Sen. Rand Paul’s FATCA Lawsuit Tossed For Lack Of Standing
By Jack Newsham
April 26, 2016
An Ohio federal judge tossed a lawsuit filed by Sen. Rand Paul, R-Ky., and several current and former U.S. citizens living abroad that challenged key elements of the Foreign Account Tax Compliance Act, saying the plaintiffs hadn’t shown that the law had harmed them or probably would harm them.

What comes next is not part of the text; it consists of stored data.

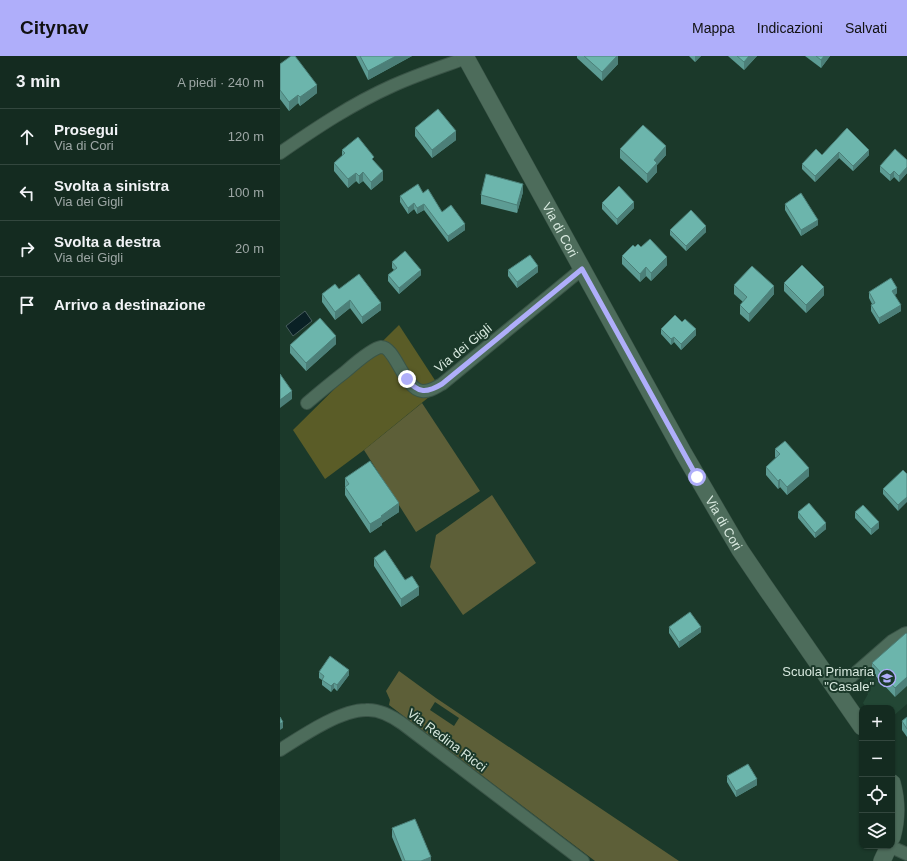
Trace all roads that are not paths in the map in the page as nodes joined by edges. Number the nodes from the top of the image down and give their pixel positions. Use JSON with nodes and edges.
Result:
{"nodes":[{"id":1,"x":466,"y":57,"type":"edge"},
{"id":2,"x":280,"y":153,"type":"edge"},
{"id":3,"x":582,"y":269,"type":"junction"},
{"id":4,"x":307,"y":403,"type":"dead end"},
{"id":5,"x":907,"y":633,"type":"edge"},
{"id":6,"x":836,"y":690,"type":"junction"},
{"id":7,"x":859,"y":723,"type":"edge"},
{"id":8,"x":280,"y":750,"type":"edge"},
{"id":9,"x":895,"y":799,"type":"edge"},
{"id":10,"x":895,"y":826,"type":"edge"},
{"id":11,"x":888,"y":849,"type":"edge"},
{"id":12,"x":895,"y":849,"type":"edge"},
{"id":13,"x":907,"y":854,"type":"edge"},
{"id":14,"x":583,"y":861,"type":"edge"},
{"id":15,"x":882,"y":861,"type":"edge"}],
"edges":[{"from":1,"to":2,"type":"street"},
{"from":1,"to":3,"type":"main road","name":"Via di Cori"},
{"from":3,"to":4,"type":"street","name":"Via dei Gigli"},
{"from":3,"to":6,"type":"main road","name":"Via di Cori"},
{"from":5,"to":6,"type":"street"},
{"from":6,"to":7,"type":"main road","name":"Via di Cori"},
{"from":8,"to":14,"type":"street","name":"Via Redina Ricci"},
{"from":9,"to":10,"type":"main road"},
{"from":11,"to":15,"type":"main road"},
{"from":12,"to":13,"type":"street"}]}
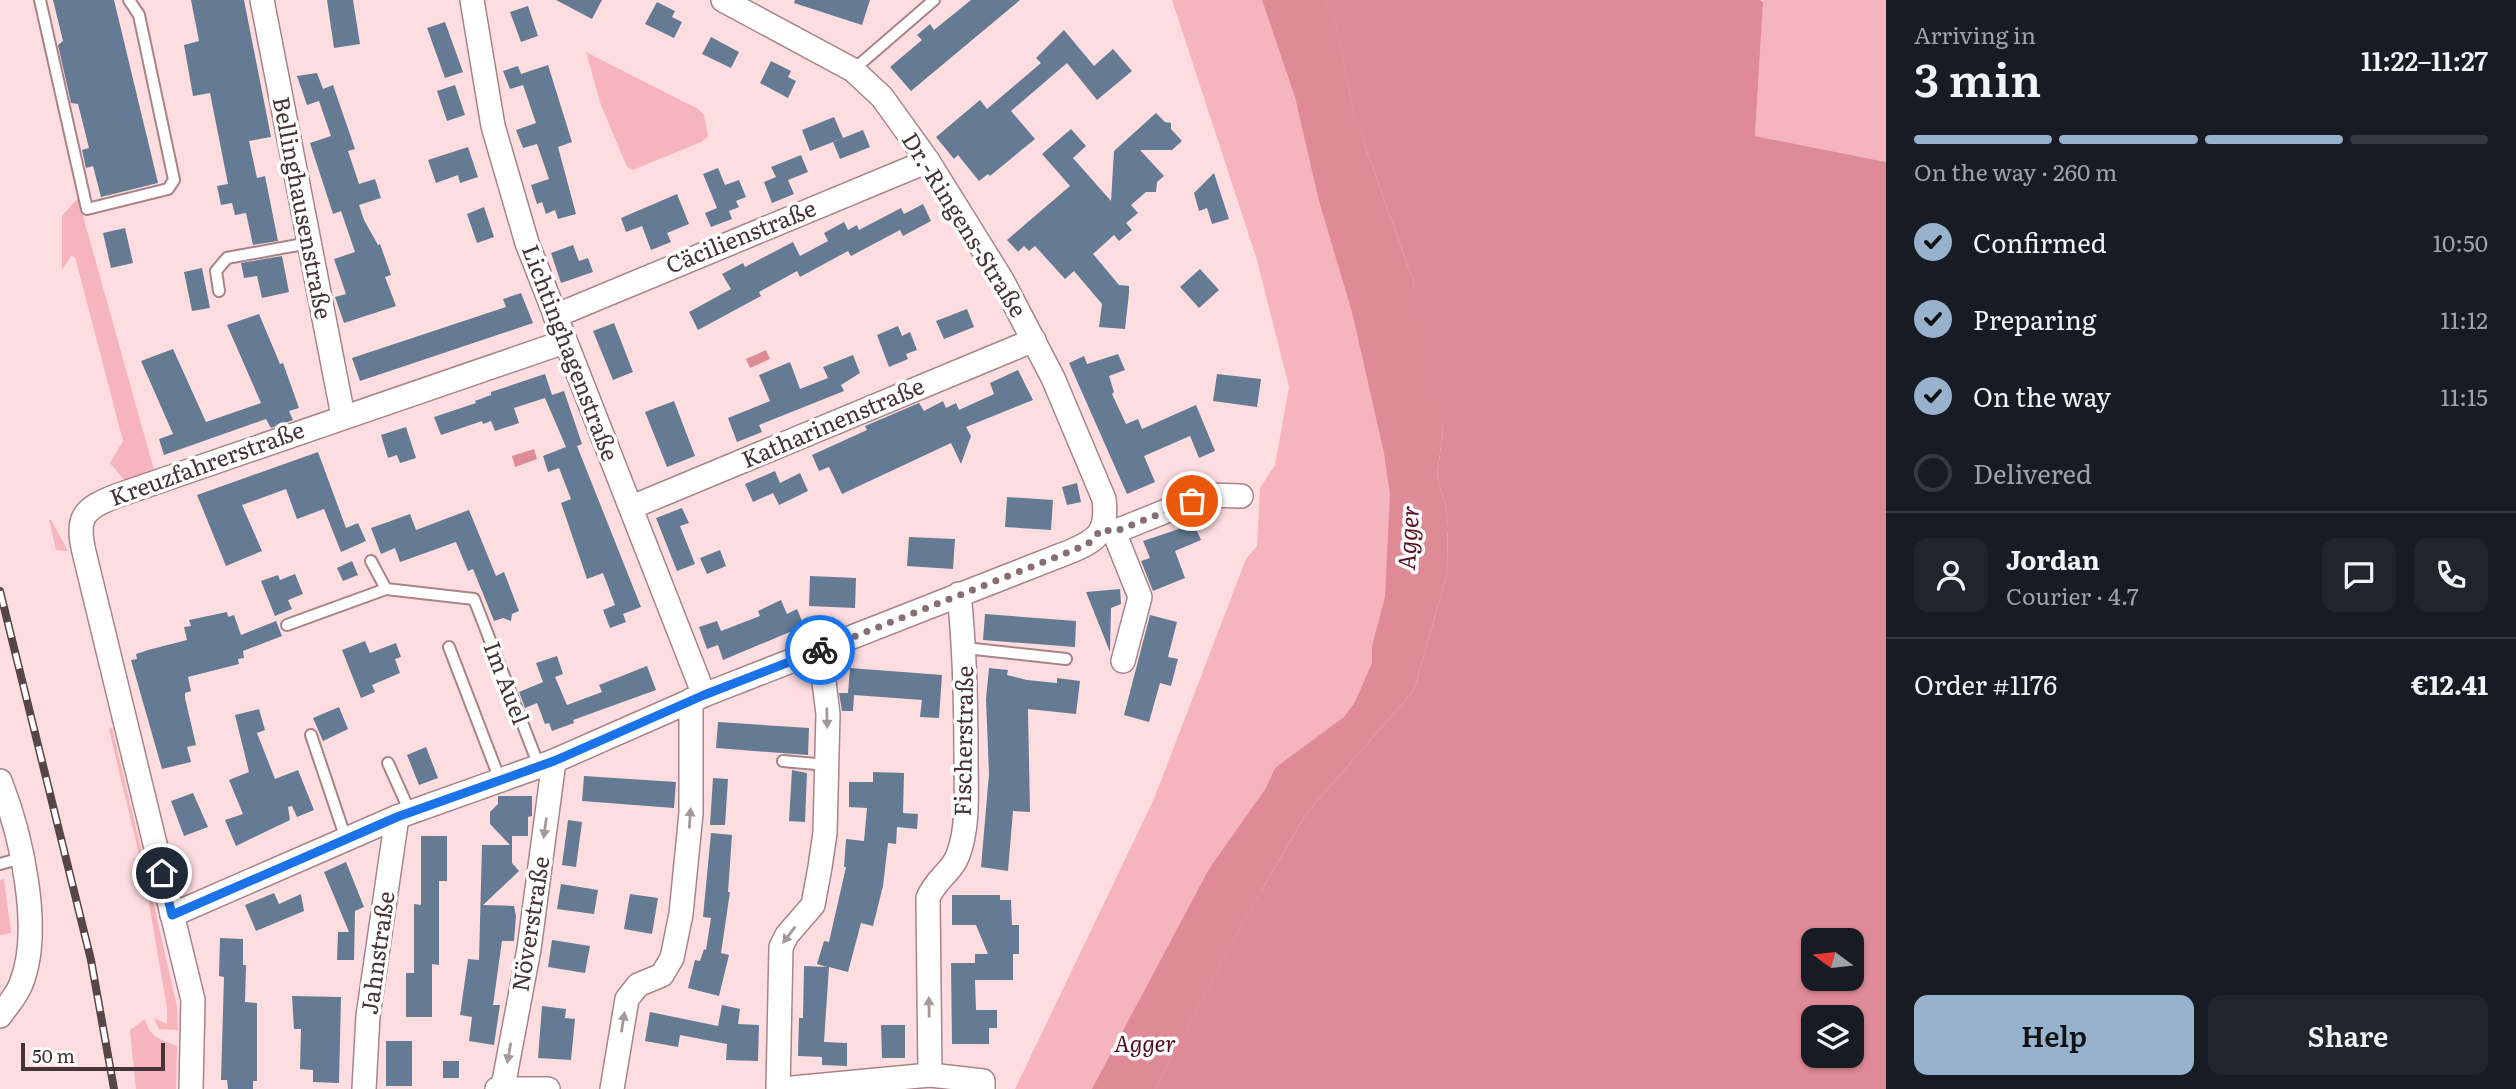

Paul and nine others lack standing, U.S. District Judge Thomas Rose ruled, and they still haven’t done anything to fix the problems Judge Rose identified when he refused to issue an injunction against the law's provisions in September. The harms the parties chalk up to FATCA are either speculative or the fault of the foreign banks who rejected their business, he ruled.
Of one plaintiff, Judge Rose wrote, “discomfort with the information reporting requirements of FATCA does not establish the concrete, particularized harm that confers standing.” Similarly, he ruled, Paul’s complaint that he was unable to vote on the wide-reaching intergovernmental agreements the Treasury negotiates under FATCA “is based on a loss of political power, not a loss of any private right.”
James Bopp, an attorney who represented the plaintiffs, told Law360 on Tuesday that an appeal was “highly likely” and said the amended complaint he proposed wasn’t “futile,” as Judge Rose ruled, but addressed many of the bases for dismissal.